**Work item:** Nothing but the lines holding the string "North" should appear in the answer. Copy them from the entries.

**Dataset entries:**
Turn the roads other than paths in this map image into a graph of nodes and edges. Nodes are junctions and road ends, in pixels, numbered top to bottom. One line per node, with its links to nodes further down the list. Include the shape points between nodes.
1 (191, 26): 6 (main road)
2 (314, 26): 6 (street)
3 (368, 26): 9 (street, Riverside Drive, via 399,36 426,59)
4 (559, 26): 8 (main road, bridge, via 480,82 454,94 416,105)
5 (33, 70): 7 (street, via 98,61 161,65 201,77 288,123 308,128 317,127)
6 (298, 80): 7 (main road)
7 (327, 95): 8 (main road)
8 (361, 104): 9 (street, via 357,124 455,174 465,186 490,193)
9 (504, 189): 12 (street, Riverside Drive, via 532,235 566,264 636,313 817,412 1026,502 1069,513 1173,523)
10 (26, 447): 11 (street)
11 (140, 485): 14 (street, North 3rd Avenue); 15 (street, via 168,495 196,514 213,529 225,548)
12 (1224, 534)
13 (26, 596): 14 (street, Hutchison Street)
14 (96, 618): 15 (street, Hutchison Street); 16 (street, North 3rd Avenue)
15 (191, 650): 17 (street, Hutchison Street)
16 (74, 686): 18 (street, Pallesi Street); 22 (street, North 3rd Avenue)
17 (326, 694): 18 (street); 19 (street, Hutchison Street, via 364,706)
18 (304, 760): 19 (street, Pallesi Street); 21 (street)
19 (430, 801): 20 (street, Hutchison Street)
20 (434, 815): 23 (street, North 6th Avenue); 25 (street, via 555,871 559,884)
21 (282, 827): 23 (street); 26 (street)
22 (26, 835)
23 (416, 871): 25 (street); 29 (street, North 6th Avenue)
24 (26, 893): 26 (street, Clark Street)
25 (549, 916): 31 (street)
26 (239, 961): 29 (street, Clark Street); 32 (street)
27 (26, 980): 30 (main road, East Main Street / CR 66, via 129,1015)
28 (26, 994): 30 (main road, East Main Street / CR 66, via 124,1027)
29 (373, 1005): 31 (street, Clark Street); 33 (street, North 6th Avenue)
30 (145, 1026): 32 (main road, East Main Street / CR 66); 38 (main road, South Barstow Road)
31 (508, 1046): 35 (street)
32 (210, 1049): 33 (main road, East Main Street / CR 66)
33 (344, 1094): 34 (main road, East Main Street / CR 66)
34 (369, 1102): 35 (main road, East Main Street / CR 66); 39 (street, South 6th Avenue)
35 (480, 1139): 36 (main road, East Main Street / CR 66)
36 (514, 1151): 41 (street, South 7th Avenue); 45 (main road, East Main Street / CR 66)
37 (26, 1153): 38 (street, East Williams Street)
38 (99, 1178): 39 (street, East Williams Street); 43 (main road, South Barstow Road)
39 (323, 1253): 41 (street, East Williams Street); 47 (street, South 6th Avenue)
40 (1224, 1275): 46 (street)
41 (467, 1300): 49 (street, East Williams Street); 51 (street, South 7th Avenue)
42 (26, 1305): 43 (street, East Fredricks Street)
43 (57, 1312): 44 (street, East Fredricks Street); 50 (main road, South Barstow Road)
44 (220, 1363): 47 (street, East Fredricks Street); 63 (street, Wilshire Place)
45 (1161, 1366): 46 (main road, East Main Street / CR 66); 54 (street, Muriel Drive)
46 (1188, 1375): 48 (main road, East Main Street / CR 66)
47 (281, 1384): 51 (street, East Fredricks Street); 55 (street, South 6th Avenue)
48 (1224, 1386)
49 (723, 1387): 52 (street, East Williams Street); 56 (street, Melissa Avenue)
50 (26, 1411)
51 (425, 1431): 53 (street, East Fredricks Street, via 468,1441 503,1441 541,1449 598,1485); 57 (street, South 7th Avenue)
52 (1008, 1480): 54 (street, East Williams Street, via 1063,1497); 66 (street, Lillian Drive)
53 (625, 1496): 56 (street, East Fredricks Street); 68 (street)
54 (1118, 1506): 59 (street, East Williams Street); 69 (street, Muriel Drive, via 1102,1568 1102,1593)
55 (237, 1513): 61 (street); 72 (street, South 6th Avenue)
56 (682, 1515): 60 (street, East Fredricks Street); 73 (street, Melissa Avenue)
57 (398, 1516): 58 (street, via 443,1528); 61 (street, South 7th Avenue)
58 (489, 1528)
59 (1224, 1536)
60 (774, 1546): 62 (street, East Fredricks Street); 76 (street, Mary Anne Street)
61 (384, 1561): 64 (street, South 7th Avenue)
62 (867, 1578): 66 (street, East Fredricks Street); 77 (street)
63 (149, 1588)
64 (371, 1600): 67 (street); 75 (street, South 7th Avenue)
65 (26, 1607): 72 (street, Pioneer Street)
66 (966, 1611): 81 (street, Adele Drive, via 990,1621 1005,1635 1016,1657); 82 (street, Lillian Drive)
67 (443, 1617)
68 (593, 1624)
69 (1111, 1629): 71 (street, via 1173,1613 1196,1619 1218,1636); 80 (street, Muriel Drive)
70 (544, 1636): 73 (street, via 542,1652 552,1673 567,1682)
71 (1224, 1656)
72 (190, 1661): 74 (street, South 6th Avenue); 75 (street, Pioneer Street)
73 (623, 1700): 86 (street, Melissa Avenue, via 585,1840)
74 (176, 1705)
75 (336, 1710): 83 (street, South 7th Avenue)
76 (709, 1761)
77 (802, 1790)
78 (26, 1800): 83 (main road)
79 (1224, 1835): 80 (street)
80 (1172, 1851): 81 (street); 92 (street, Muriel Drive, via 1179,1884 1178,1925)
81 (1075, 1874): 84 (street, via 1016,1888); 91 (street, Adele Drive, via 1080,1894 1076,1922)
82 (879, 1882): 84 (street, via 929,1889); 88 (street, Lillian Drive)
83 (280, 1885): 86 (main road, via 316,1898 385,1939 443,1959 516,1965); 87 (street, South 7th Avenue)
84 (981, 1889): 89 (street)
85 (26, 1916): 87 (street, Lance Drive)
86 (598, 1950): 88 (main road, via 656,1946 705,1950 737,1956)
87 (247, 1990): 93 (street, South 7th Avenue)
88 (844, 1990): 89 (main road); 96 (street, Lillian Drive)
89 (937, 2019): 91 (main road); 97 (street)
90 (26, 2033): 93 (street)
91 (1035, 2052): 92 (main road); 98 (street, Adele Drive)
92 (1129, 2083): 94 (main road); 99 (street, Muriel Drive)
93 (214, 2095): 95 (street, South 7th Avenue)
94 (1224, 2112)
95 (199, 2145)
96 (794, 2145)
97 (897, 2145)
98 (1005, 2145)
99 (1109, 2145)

**Exercise answer:**
11 (140, 485): 14 (street, North 3rd Avenue); 15 (street, via 168,495 196,514 213,529 225,548)
14 (96, 618): 15 (street, Hutchison Street); 16 (street, North 3rd Avenue)
16 (74, 686): 18 (street, Pallesi Street); 22 (street, North 3rd Avenue)
20 (434, 815): 23 (street, North 6th Avenue); 25 (street, via 555,871 559,884)
23 (416, 871): 25 (street); 29 (street, North 6th Avenue)
29 (373, 1005): 31 (street, Clark Street); 33 (street, North 6th Avenue)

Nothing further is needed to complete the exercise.